Esse “benefício” recaiu sobre dois dispositivos do estatuto, sendo eles o artigo 12, que criminaliza a posse irregular de arma de fogo de uso permitido, e o artigo 16, que tipifica a posse e o porte de arma de fogo de uso proibido irregulares. 

Vigência

Inicialmente, a redação original dos artigos 30 e 32 do Estatuto do Desarmamento previu a suspensão temporária dos artigos 12 e 16 entre os dias 23/12/2003 e 23/10/2005. Todavia, com a promulgação das Leis n° 11.706/2008 e n° 11.922/2009, o término da vigência foi estendido até 31/12/2009, mas somente com relação ao artigo 12, que trata da posse irregular de arma de fogo de uso permitido. 

Assim, na prática, o abolitio criminis temporalis no tocante ao Estatuto do Desarmamento possuiu dois prazos de vigência.

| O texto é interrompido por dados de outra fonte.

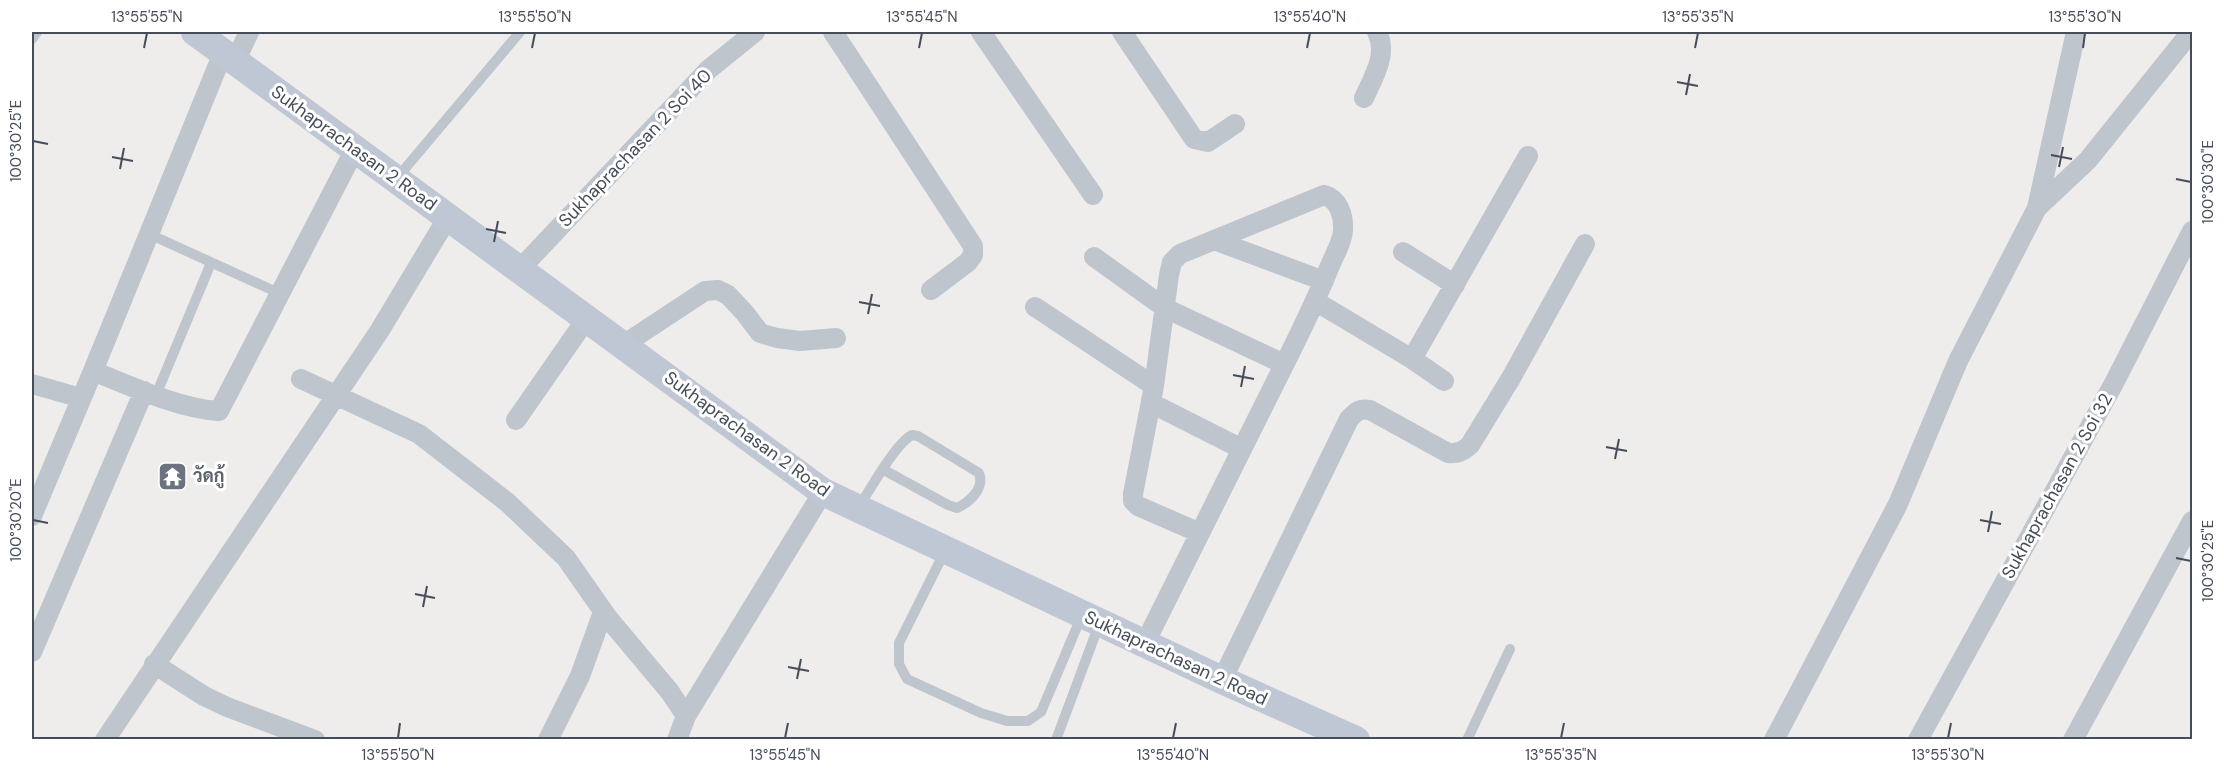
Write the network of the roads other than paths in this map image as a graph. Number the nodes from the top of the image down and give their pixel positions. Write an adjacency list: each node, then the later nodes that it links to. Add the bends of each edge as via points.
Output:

O primeiro, relativo ao artigo 16, com duração de 23/12/2003 e 23/10/2005, e o segundo, relativo ao artigo 12, que perdurou entre os dias 23/12/2003 e 31/12/2009.

Quanto aos crimes de posse e porte de arma de fogo cometidos na vigência da lei anterior ao estatuto, Lei nº 9.437/97, a jurisprudência diverge, com dois entendimentos. 

O primeiro, dado pelo Superior Tribunal Federal (STF), no julgamento no HC 98.180, dá conta de que, embora intitulado como Abolitio Criminis Temporalis, os artigos 30 e 32 do Estatuto do Desarmamento são, em verdade, uma norma temporária. Desse modo, seus efeitos não retroagem aos crimes praticados na vigência da Lei n° 9.437/97.

Já o Superior Tribunal de Justiça, em acórdão proferido no AgRg no REsp 1.451.170, entendeu que, sendo previsto o Abolitio Criminis Temporalis no Estatuto do Desarmamento, este se veste do Princípio da Retroatividade Benéfica. Com isso, seus efeitos retroagem para cancelar condenações baseadas na lei anterior. 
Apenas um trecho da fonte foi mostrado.